Но кольцо подозрений против русского военного атташе с каждым днем сужалось. Все чаще он фиксировал за собою слежку. Возле его дома ежесуточно выставлялись филеры, занимающиеся наружным наблюдением. Чернышев понимает, что он может быть задержан, арестован и обвинен в шпионаже, поэтому просится отозвать его в Россию.

Он посылает в Петербург шифровку такого содержания:

«Прошу предоставить мне отпуск по состоянию здоровья. Лечиться я намерен в своем имении парным молоком и свежим воздухом».

Это был сигнал или пароль Центру, говоря современным языком – попал под подозрение спецслужб и надо срочно покинуть страну пребывания. И не потому, что боится оставаться в Париже, он рвется в войска, дабы применить свои знания, опыт и силу на поле брани. Поэтому накануне запланированного срочного отъезда полковник уничтожает всякие уликовые материалы. Однако избавление пришло неожиданно от самого Наполеона, принявшего решение отправить Чернышева с очередным письмом к российскому императору Александру. Таким образом, он благополучно покидает Париж. Вовремя он убыл из Франции.

На следующий день после его отъезда, рано утром в его апартаменты ворвались полицейские. Они перерыли все закутки, просмотрели шкафчики и тумбочки, и, найдя в камине только почерневшие легкие лоскутки бумажной золы, решили «обнаружить» следы шпионства. Да как? Заранее заготовленные «компрометирующие материалы» были подброшены в качестве улик по указанию министра полиции Фуше, в частности, рукописный листок, исполненный якобы Мишелем – надо же было показать своему венценосцу, что они недаром жуют имперский хлеб!

* * *

Во время пребывания А.И. Чернышева в Париже он имел контакты с бывшим министром иностранных дел Франции Шарлем Морисом де Талейраном, который возглавлял это ведомство при трех режимах, начиная с Директории и кончая правительством Луи-Филиппа.

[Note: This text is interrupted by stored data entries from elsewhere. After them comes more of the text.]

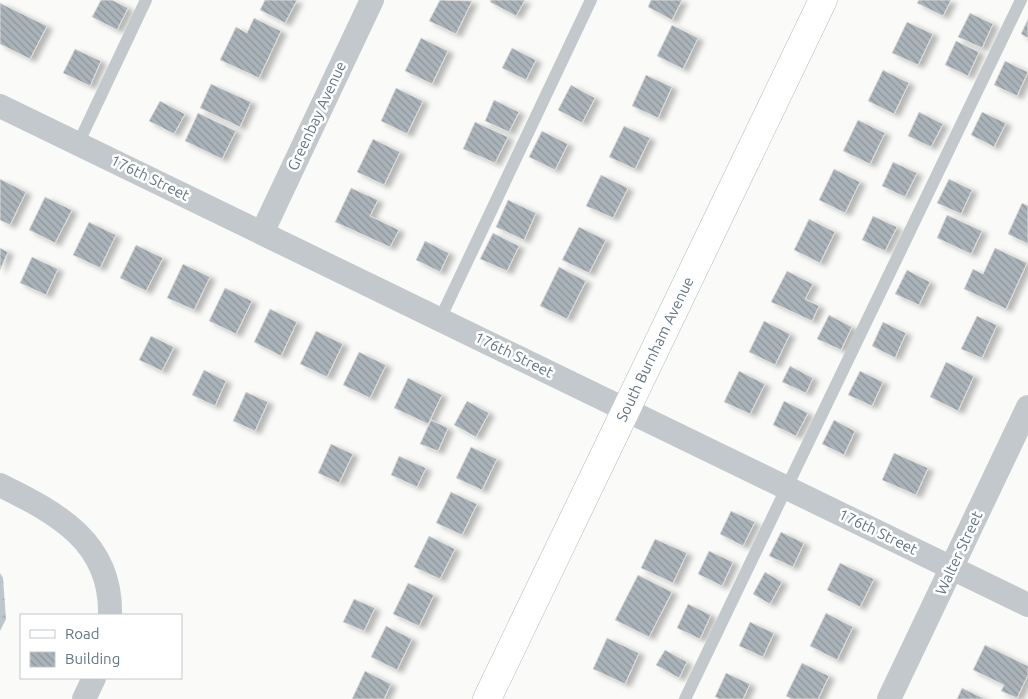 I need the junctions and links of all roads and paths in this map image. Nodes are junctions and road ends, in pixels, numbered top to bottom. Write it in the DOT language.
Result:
graph roads {
  1 [pos="146,0"];
  2 [pos="372,0"];
  3 [pos="591,0"];
  4 [pos="823,0"];
  5 [pos="1020,0"];
  6 [pos="0,106"];
  7 [pos="78,144"];
  8 [pos="262,233"];
  9 [pos="440,319"];
  10 [pos="1028,407"];
  11 [pos="626,409"];
  12 [pos="0,485"];
  13 [pos="787,488"];
  14 [pos="952,568"];
  15 [pos="1028,605"];
  16 [pos="110,614"];
  17 [pos="94,679"];
  18 [pos="84,699"];
  19 [pos="487,699"];
  20 [pos="685,699"];
  21 [pos="889,699"];
  1 -- 7 [label="lane"];
  2 -- 8 [label="street, Greenbay Avenue"];
  3 -- 9 [label="lane"];
  4 -- 11 [label="main road, South Burnham Avenue"];
  5 -- 13 [label="lane"];
  6 -- 7 [label="street, 176th Street"];
  7 -- 8 [label="street, 176th Street"];
  8 -- 9 [label="street, 176th Street"];
  9 -- 11 [label="street, 176th Street"];
  10 -- 14 [label="street, Walter Street"];
  11 -- 13 [label="street, 176th Street"];
  11 -- 19 [label="main road, South Burnham Avenue"];
  12 -- 16 [label="street"];
  13 -- 14 [label="street, 176th Street"];
  13 -- 20 [label="lane"];
  14 -- 15 [label="street, 176th Street"];
  14 -- 21 [label="street, Walter Street"];
  17 -- 18 [label="street"];
} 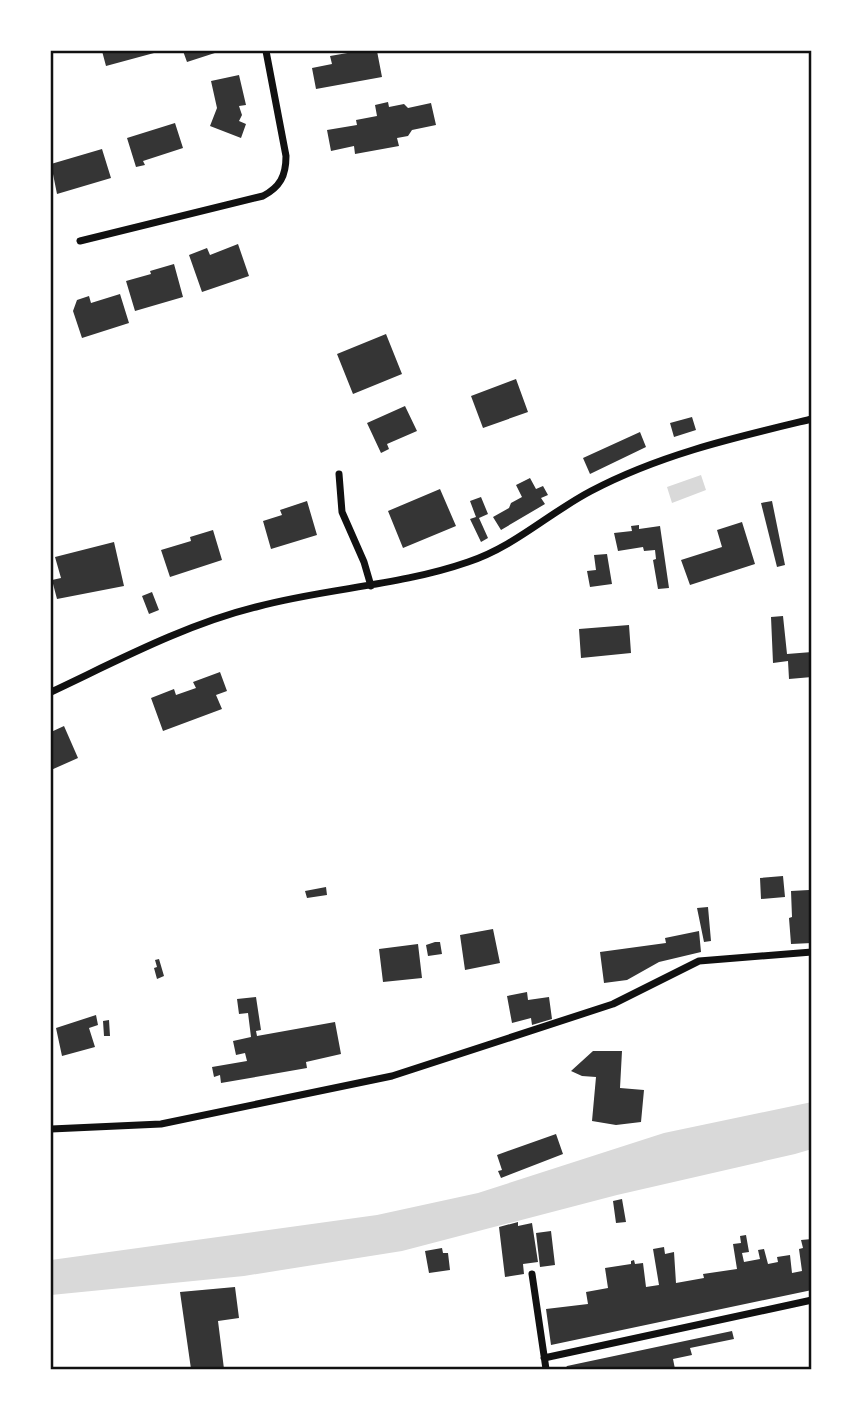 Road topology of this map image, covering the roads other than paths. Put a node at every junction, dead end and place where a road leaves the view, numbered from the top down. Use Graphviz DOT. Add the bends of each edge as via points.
graph roads {
  1 [pos="266,51"];
  2 [pos="80,240"];
  3 [pos="812,419"];
  4 [pos="339,474"];
  5 [pos="371,586"];
  6 [pos="51,692"];
  7 [pos="812,952"];
  8 [pos="51,1129"];
  9 [pos="532,1274"];
  10 [pos="812,1300"];
  11 [pos="544,1358"];
  12 [pos="546,1369"];
  1 -- 2 [label="street" via="286,156 282,180 274,190"];
  3 -- 5 [label="street" via="659,461 589,492 486,555"];
  4 -- 5 [label="street" via="342,512"];
  5 -- 6 [label="street" via="235,612"];
  7 -- 8 [label="street" via="699,961 613,1004 393,1076 161,1124"];
  9 -- 11 [label="street"];
  10 -- 11 [label="street"];
  11 -- 12 [label="street"];
}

Талейран считал, что для достижения богатства должны быть два условия – власть и женщины. И если внимательно присмотреться к его служебной деятельности и поведению в быту, то мы увидим, что от этих двух принципов в жизни и службе он никогда не уклонялся. Именно женщины помогали ему пробираться на самые высокие ступени карьерной лестницы. Интриги, обман, коварство, заискивание, лесть, обещания – это были его поводыри по жизни. Он легко соглашался со словами: «обидно, когда ты – Иуда, а тебя продают, как Христа», и менял свои принципы, как белье. Талейран, как потом скажут о нем исследователи – свой медный лоб соединял с холодным сердцем.

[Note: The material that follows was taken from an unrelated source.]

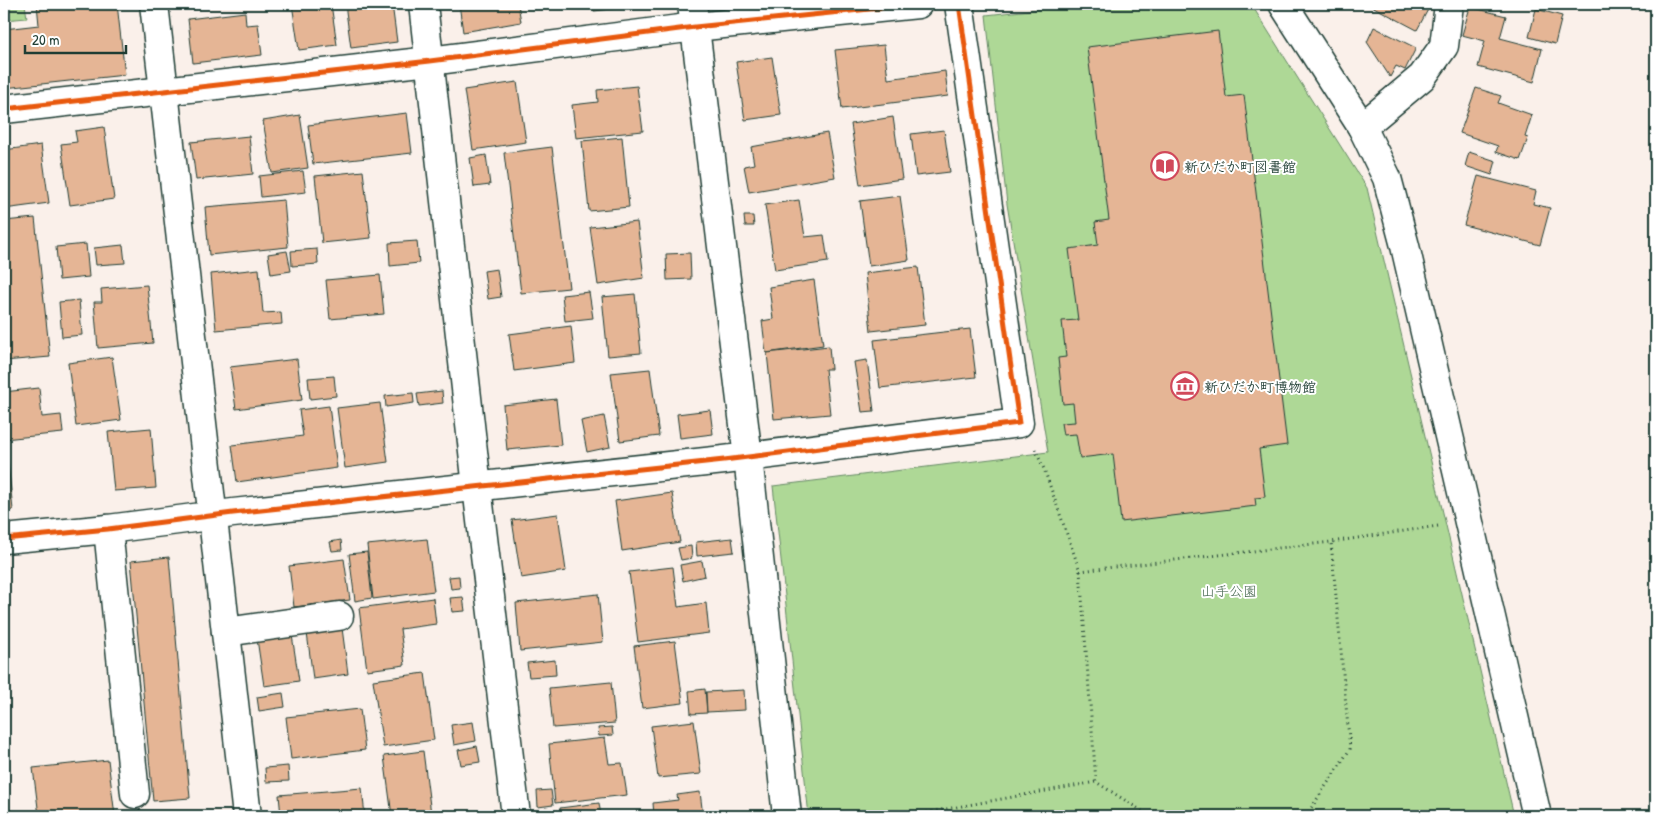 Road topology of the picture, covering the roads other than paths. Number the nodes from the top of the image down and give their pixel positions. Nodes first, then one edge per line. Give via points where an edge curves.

Так за информацию о готовящейся женитьбе Наполеона на австрийской эрцгерцогине Марии-Луизе Талейран запросил 3000 франков, а за сведения о перевооружении французской армии 4000 франков. Выгода и деньги для него были всем.

Вот почему он оказался для русской разведки находкой. Агентурные сообщения, подписанные псевдонимами: Кузен Анри, Красавец Леандр, Анна Ивановна, Юрисконсульт и многими другими, отсылались в Петербург и с интересом читались царем. Как-то на встрече с Чернышевым император Александр заметил, имея в виду псевдоним Талейрана – «Анна Ивановна»:

«Эта «дама» обошлась русской казне в кругленькую сумму, но информация ее того стоила!»

А ведь этот источник был тесно связан с «великим корсиканцем». О близости к Наполеону Талейран в своих мемуарах так говорил об императоре:

«Я любил Наполеона, даже чувствовал привязанность к его личности, несмотря на его недостатки; в начале его возвышения я чувствовал себя привлеченным к нему той непреодолимой обаятельностью, которой великий гений обладает; его благодеяния вызывали во мне искреннюю признательность…Я пользовался его славою и ее отблесками, падавшими на тех, кто ему помогал в его благородном деле…Поставленный самим Бонапартом в необходимость выбирать между ним и Францией, я сделал выбор, который мне предписывался самим повелительным чувством долга, но сделал его, оплакивая невозможность соединить в одном и том же чувстве интересы моего отечества и его интересы. Но тем не менее я до последнего часа буду вспоминать, что он был моим благодетелем, ибо состояние, которое я завещаю моим племянникам, большею частью пришло ко мне от него. Мои племянники не только не должны забывать этого никогда, но должны сообщить это своим детям, а их дети – тем, кто родится после них, так, чтобы воспоминание об этом было увековечено в моей семье из поколения в поколение, чтобы, если когда-либо человек, носящий фамилию Бонапарта, очутился в таком положении, когда он будет иметь надобность в поддержке или помощи, чтобы мои непосредственные наследники или их потомки оказали ему всевозможную зависящую от них помощь. Этим способом более, чем каким-либо другим, они покажут свою признательность ко мне, почтение к моей памяти».